REQUIREMENT
The reply should hold every record, copied exactly.

------ PROVIDED RECORDS

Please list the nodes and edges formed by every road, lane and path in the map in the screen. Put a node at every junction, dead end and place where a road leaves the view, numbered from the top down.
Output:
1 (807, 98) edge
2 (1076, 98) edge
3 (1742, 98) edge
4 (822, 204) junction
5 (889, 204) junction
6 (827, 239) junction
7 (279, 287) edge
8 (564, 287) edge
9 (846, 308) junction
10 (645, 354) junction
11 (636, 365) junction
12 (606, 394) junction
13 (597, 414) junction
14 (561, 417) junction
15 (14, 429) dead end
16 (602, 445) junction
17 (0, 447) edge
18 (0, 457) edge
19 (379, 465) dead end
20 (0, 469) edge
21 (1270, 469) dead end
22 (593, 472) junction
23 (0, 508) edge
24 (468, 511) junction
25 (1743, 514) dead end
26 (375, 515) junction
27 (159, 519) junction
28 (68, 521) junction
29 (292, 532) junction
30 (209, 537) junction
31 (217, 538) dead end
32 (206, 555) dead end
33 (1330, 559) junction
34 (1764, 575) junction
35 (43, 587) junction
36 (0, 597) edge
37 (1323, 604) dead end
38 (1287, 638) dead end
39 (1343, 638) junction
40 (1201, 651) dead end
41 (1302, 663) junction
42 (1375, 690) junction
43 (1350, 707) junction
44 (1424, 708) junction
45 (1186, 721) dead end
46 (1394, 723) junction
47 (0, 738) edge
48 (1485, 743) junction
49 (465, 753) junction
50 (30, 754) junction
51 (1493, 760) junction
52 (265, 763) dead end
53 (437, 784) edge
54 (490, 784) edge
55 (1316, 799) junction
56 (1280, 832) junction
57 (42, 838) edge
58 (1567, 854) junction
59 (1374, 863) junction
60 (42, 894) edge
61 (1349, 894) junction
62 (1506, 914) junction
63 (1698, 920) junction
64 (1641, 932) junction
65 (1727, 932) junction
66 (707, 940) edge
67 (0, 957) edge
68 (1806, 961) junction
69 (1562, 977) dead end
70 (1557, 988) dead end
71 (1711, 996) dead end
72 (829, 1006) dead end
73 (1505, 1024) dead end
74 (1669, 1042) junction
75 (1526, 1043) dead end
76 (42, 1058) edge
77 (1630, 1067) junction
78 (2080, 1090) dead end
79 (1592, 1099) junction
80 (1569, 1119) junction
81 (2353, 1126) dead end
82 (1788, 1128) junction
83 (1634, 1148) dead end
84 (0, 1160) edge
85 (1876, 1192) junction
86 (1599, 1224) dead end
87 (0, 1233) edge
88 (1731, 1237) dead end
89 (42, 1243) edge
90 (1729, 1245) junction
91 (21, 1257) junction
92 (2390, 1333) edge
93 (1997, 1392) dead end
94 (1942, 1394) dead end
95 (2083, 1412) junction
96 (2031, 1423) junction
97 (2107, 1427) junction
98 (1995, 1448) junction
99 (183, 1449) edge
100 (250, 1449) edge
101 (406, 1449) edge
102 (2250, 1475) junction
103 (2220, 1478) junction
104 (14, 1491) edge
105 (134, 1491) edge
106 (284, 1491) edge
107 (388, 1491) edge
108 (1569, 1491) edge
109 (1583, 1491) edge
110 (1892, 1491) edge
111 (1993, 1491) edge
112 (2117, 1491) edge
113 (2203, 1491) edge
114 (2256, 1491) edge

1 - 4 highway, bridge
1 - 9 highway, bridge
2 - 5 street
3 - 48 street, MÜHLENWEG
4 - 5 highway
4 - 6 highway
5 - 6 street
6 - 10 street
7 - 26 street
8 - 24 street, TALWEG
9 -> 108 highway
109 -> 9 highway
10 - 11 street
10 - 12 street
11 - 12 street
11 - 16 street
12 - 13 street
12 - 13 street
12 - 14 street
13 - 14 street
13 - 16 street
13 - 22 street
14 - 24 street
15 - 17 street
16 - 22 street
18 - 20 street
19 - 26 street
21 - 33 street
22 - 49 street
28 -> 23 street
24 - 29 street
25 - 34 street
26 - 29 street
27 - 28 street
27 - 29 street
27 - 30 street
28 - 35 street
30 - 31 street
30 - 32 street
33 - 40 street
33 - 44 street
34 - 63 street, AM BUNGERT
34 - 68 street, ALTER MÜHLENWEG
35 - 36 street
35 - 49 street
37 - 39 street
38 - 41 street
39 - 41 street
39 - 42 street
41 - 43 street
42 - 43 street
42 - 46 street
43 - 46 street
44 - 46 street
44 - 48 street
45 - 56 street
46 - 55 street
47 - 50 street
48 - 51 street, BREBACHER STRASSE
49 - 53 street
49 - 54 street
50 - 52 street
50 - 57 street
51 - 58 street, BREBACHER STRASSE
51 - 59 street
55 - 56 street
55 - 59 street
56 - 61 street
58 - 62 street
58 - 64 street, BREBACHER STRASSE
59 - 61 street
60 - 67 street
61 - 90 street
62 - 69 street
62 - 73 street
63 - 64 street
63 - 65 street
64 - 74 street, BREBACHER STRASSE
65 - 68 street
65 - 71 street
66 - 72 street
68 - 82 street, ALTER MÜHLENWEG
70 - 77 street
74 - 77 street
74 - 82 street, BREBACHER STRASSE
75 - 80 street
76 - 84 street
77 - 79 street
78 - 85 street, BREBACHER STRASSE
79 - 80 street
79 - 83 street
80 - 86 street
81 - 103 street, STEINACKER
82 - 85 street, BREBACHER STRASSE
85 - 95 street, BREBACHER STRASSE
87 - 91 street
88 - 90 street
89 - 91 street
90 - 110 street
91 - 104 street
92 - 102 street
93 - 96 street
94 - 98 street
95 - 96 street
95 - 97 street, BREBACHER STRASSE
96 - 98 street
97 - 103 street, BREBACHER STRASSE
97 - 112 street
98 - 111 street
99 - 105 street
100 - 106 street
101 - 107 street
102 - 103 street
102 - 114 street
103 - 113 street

------------

ANSWER TO THIS TASK
Please list the nodes and edges formed by every road, lane and path in the map in the screen. Put a node at every junction, dead end and place where a road leaves the view, numbered from the top down.
Output:
1 (807, 98) edge
2 (1076, 98) edge
3 (1742, 98) edge
4 (822, 204) junction
5 (889, 204) junction
6 (827, 239) junction
7 (279, 287) edge
8 (564, 287) edge
9 (846, 308) junction
10 (645, 354) junction
11 (636, 365) junction
12 (606, 394) junction
13 (597, 414) junction
14 (561, 417) junction
15 (14, 429) dead end
16 (602, 445) junction
17 (0, 447) edge
18 (0, 457) edge
19 (379, 465) dead end
20 (0, 469) edge
21 (1270, 469) dead end
22 (593, 472) junction
23 (0, 508) edge
24 (468, 511) junction
25 (1743, 514) dead end
26 (375, 515) junction
27 (159, 519) junction
28 (68, 521) junction
29 (292, 532) junction
30 (209, 537) junction
31 (217, 538) dead end
32 (206, 555) dead end
33 (1330, 559) junction
34 (1764, 575) junction
35 (43, 587) junction
36 (0, 597) edge
37 (1323, 604) dead end
38 (1287, 638) dead end
39 (1343, 638) junction
40 (1201, 651) dead end
41 (1302, 663) junction
42 (1375, 690) junction
43 (1350, 707) junction
44 (1424, 708) junction
45 (1186, 721) dead end
46 (1394, 723) junction
47 (0, 738) edge
48 (1485, 743) junction
49 (465, 753) junction
50 (30, 754) junction
51 (1493, 760) junction
52 (265, 763) dead end
53 (437, 784) edge
54 (490, 784) edge
55 (1316, 799) junction
56 (1280, 832) junction
57 (42, 838) edge
58 (1567, 854) junction
59 (1374, 863) junction
60 (42, 894) edge
61 (1349, 894) junction
62 (1506, 914) junction
63 (1698, 920) junction
64 (1641, 932) junction
65 (1727, 932) junction
66 (707, 940) edge
67 (0, 957) edge
68 (1806, 961) junction
69 (1562, 977) dead end
70 (1557, 988) dead end
71 (1711, 996) dead end
72 (829, 1006) dead end
73 (1505, 1024) dead end
74 (1669, 1042) junction
75 (1526, 1043) dead end
76 (42, 1058) edge
77 (1630, 1067) junction
78 (2080, 1090) dead end
79 (1592, 1099) junction
80 (1569, 1119) junction
81 (2353, 1126) dead end
82 (1788, 1128) junction
83 (1634, 1148) dead end
84 (0, 1160) edge
85 (1876, 1192) junction
86 (1599, 1224) dead end
87 (0, 1233) edge
88 (1731, 1237) dead end
89 (42, 1243) edge
90 (1729, 1245) junction
91 (21, 1257) junction
92 (2390, 1333) edge
93 (1997, 1392) dead end
94 (1942, 1394) dead end
95 (2083, 1412) junction
96 (2031, 1423) junction
97 (2107, 1427) junction
98 (1995, 1448) junction
99 (183, 1449) edge
100 (250, 1449) edge
101 (406, 1449) edge
102 (2250, 1475) junction
103 (2220, 1478) junction
104 (14, 1491) edge
105 (134, 1491) edge
106 (284, 1491) edge
107 (388, 1491) edge
108 (1569, 1491) edge
109 (1583, 1491) edge
110 (1892, 1491) edge
111 (1993, 1491) edge
112 (2117, 1491) edge
113 (2203, 1491) edge
114 (2256, 1491) edge

1 - 4 highway, bridge
1 - 9 highway, bridge
2 - 5 street
3 - 48 street, MÜHLENWEG
4 - 5 highway
4 - 6 highway
5 - 6 street
6 - 10 street
7 - 26 street
8 - 24 street, TALWEG
9 -> 108 highway
109 -> 9 highway
10 - 11 street
10 - 12 street
11 - 12 street
11 - 16 street
12 - 13 street
12 - 13 street
12 - 14 street
13 - 14 street
13 - 16 street
13 - 22 street
14 - 24 street
15 - 17 street
16 - 22 street
18 - 20 street
19 - 26 street
21 - 33 street
22 - 49 street
28 -> 23 street
24 - 29 street
25 - 34 street
26 - 29 street
27 - 28 street
27 - 29 street
27 - 30 street
28 - 35 street
30 - 31 street
30 - 32 street
33 - 40 street
33 - 44 street
34 - 63 street, AM BUNGERT
34 - 68 street, ALTER MÜHLENWEG
35 - 36 street
35 - 49 street
37 - 39 street
38 - 41 street
39 - 41 street
39 - 42 street
41 - 43 street
42 - 43 street
42 - 46 street
43 - 46 street
44 - 46 street
44 - 48 street
45 - 56 street
46 - 55 street
47 - 50 street
48 - 51 street, BREBACHER STRASSE
49 - 53 street
49 - 54 street
50 - 52 street
50 - 57 street
51 - 58 street, BREBACHER STRASSE
51 - 59 street
55 - 56 street
55 - 59 street
56 - 61 street
58 - 62 street
58 - 64 street, BREBACHER STRASSE
59 - 61 street
60 - 67 street
61 - 90 street
62 - 69 street
62 - 73 street
63 - 64 street
63 - 65 street
64 - 74 street, BREBACHER STRASSE
65 - 68 street
65 - 71 street
66 - 72 street
68 - 82 street, ALTER MÜHLENWEG
70 - 77 street
74 - 77 street
74 - 82 street, BREBACHER STRASSE
75 - 80 street
76 - 84 street
77 - 79 street
78 - 85 street, BREBACHER STRASSE
79 - 80 street
79 - 83 street
80 - 86 street
81 - 103 street, STEINACKER
82 - 85 street, BREBACHER STRASSE
85 - 95 street, BREBACHER STRASSE
87 - 91 street
88 - 90 street
89 - 91 street
90 - 110 street
91 - 104 street
92 - 102 street
93 - 96 street
94 - 98 street
95 - 96 street
95 - 97 street, BREBACHER STRASSE
96 - 98 street
97 - 103 street, BREBACHER STRASSE
97 - 112 street
98 - 111 street
99 - 105 street
100 - 106 street
101 - 107 street
102 - 103 street
102 - 114 street
103 - 113 street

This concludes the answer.